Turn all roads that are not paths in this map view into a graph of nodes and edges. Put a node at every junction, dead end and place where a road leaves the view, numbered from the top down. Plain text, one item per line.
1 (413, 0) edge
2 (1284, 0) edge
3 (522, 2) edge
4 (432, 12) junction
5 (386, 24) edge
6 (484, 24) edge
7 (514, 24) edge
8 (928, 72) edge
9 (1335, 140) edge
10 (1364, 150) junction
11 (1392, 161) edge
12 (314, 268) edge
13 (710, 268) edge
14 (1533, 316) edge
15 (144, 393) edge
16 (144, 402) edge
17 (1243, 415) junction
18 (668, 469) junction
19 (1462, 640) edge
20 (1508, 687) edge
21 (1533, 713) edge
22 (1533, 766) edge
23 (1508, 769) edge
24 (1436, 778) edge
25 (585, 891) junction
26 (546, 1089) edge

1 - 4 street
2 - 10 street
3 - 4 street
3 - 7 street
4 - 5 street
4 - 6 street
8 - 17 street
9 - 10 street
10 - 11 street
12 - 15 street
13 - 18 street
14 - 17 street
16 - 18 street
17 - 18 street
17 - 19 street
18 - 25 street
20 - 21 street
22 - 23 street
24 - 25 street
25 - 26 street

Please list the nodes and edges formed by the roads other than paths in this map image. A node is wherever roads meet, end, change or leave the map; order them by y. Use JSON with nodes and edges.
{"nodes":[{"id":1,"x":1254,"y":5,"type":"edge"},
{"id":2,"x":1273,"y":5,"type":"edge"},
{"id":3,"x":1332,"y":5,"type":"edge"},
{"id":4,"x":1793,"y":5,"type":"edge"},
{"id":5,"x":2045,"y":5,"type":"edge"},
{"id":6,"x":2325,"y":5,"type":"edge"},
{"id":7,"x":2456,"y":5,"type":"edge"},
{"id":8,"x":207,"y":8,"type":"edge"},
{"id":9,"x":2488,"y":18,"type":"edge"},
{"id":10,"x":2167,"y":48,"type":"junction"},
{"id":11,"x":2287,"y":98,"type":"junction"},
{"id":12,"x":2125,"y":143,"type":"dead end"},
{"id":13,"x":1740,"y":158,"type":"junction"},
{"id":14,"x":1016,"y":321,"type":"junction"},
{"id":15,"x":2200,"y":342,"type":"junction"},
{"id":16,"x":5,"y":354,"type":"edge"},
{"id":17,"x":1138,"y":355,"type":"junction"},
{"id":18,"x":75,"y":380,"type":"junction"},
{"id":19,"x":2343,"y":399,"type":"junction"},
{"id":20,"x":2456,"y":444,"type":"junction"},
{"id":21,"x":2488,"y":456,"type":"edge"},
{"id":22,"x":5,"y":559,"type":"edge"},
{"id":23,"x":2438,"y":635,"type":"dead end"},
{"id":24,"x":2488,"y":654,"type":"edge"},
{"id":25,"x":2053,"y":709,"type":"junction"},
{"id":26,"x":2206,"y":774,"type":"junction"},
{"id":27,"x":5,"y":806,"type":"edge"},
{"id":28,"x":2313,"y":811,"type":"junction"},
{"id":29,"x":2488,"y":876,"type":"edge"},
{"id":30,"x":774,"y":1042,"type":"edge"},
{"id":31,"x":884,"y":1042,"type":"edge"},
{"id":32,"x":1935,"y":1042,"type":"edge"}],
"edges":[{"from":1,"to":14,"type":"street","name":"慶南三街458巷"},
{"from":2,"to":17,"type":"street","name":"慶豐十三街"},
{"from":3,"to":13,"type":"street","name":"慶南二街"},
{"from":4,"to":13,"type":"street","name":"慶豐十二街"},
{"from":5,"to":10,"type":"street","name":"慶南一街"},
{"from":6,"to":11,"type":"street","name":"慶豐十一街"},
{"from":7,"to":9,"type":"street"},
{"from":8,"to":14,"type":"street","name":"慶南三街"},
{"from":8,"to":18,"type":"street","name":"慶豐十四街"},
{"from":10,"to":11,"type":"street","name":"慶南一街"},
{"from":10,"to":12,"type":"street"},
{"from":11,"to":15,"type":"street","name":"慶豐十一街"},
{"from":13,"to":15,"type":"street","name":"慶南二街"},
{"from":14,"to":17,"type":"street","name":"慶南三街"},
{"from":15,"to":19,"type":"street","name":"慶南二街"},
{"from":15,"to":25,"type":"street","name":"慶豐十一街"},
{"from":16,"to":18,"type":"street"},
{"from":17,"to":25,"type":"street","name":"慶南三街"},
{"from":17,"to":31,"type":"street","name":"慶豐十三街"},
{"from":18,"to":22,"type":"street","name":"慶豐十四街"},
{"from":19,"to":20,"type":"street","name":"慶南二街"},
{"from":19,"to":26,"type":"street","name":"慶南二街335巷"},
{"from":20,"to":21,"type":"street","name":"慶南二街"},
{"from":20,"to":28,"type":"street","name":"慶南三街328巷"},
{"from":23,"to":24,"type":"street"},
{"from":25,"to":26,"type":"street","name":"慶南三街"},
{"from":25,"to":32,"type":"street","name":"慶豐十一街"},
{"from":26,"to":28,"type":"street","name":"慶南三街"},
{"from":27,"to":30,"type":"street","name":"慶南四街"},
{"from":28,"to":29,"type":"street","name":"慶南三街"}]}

> **THE TASK**: What is needed here is the full listing, restated word for word.

> **REPLY**:
Turn all roads that are not paths in this map view into a graph of nodes and edges. Put a node at every junction, dead end and place where a road leaves the view, numbered from the top down. Plain text, one item per line.
1 (413, 0) edge
2 (1284, 0) edge
3 (522, 2) edge
4 (432, 12) junction
5 (386, 24) edge
6 (484, 24) edge
7 (514, 24) edge
8 (928, 72) edge
9 (1335, 140) edge
10 (1364, 150) junction
11 (1392, 161) edge
12 (314, 268) edge
13 (710, 268) edge
14 (1533, 316) edge
15 (144, 393) edge
16 (144, 402) edge
17 (1243, 415) junction
18 (668, 469) junction
19 (1462, 640) edge
20 (1508, 687) edge
21 (1533, 713) edge
22 (1533, 766) edge
23 (1508, 769) edge
24 (1436, 778) edge
25 (585, 891) junction
26 (546, 1089) edge

1 - 4 street
2 - 10 street
3 - 4 street
3 - 7 street
4 - 5 street
4 - 6 street
8 - 17 street
9 - 10 street
10 - 11 street
12 - 15 street
13 - 18 street
14 - 17 street
16 - 18 street
17 - 18 street
17 - 19 street
18 - 25 street
20 - 21 street
22 - 23 street
24 - 25 street
25 - 26 street

Please list the nodes and edges formed by the roads other than paths in this map image. A node is wherever roads meet, end, change or leave the map; order them by y. Use JSON with nodes and edges.
{"nodes":[{"id":1,"x":1254,"y":5,"type":"edge"},
{"id":2,"x":1273,"y":5,"type":"edge"},
{"id":3,"x":1332,"y":5,"type":"edge"},
{"id":4,"x":1793,"y":5,"type":"edge"},
{"id":5,"x":2045,"y":5,"type":"edge"},
{"id":6,"x":2325,"y":5,"type":"edge"},
{"id":7,"x":2456,"y":5,"type":"edge"},
{"id":8,"x":207,"y":8,"type":"edge"},
{"id":9,"x":2488,"y":18,"type":"edge"},
{"id":10,"x":2167,"y":48,"type":"junction"},
{"id":11,"x":2287,"y":98,"type":"junction"},
{"id":12,"x":2125,"y":143,"type":"dead end"},
{"id":13,"x":1740,"y":158,"type":"junction"},
{"id":14,"x":1016,"y":321,"type":"junction"},
{"id":15,"x":2200,"y":342,"type":"junction"},
{"id":16,"x":5,"y":354,"type":"edge"},
{"id":17,"x":1138,"y":355,"type":"junction"},
{"id":18,"x":75,"y":380,"type":"junction"},
{"id":19,"x":2343,"y":399,"type":"junction"},
{"id":20,"x":2456,"y":444,"type":"junction"},
{"id":21,"x":2488,"y":456,"type":"edge"},
{"id":22,"x":5,"y":559,"type":"edge"},
{"id":23,"x":2438,"y":635,"type":"dead end"},
{"id":24,"x":2488,"y":654,"type":"edge"},
{"id":25,"x":2053,"y":709,"type":"junction"},
{"id":26,"x":2206,"y":774,"type":"junction"},
{"id":27,"x":5,"y":806,"type":"edge"},
{"id":28,"x":2313,"y":811,"type":"junction"},
{"id":29,"x":2488,"y":876,"type":"edge"},
{"id":30,"x":774,"y":1042,"type":"edge"},
{"id":31,"x":884,"y":1042,"type":"edge"},
{"id":32,"x":1935,"y":1042,"type":"edge"}],
"edges":[{"from":1,"to":14,"type":"street","name":"慶南三街458巷"},
{"from":2,"to":17,"type":"street","name":"慶豐十三街"},
{"from":3,"to":13,"type":"street","name":"慶南二街"},
{"from":4,"to":13,"type":"street","name":"慶豐十二街"},
{"from":5,"to":10,"type":"street","name":"慶南一街"},
{"from":6,"to":11,"type":"street","name":"慶豐十一街"},
{"from":7,"to":9,"type":"street"},
{"from":8,"to":14,"type":"street","name":"慶南三街"},
{"from":8,"to":18,"type":"street","name":"慶豐十四街"},
{"from":10,"to":11,"type":"street","name":"慶南一街"},
{"from":10,"to":12,"type":"street"},
{"from":11,"to":15,"type":"street","name":"慶豐十一街"},
{"from":13,"to":15,"type":"street","name":"慶南二街"},
{"from":14,"to":17,"type":"street","name":"慶南三街"},
{"from":15,"to":19,"type":"street","name":"慶南二街"},
{"from":15,"to":25,"type":"street","name":"慶豐十一街"},
{"from":16,"to":18,"type":"street"},
{"from":17,"to":25,"type":"street","name":"慶南三街"},
{"from":17,"to":31,"type":"street","name":"慶豐十三街"},
{"from":18,"to":22,"type":"street","name":"慶豐十四街"},
{"from":19,"to":20,"type":"street","name":"慶南二街"},
{"from":19,"to":26,"type":"street","name":"慶南二街335巷"},
{"from":20,"to":21,"type":"street","name":"慶南二街"},
{"from":20,"to":28,"type":"street","name":"慶南三街328巷"},
{"from":23,"to":24,"type":"street"},
{"from":25,"to":26,"type":"street","name":"慶南三街"},
{"from":25,"to":32,"type":"street","name":"慶豐十一街"},
{"from":26,"to":28,"type":"street","name":"慶南三街"},
{"from":27,"to":30,"type":"street","name":"慶南四街"},
{"from":28,"to":29,"type":"street","name":"慶南三街"}]}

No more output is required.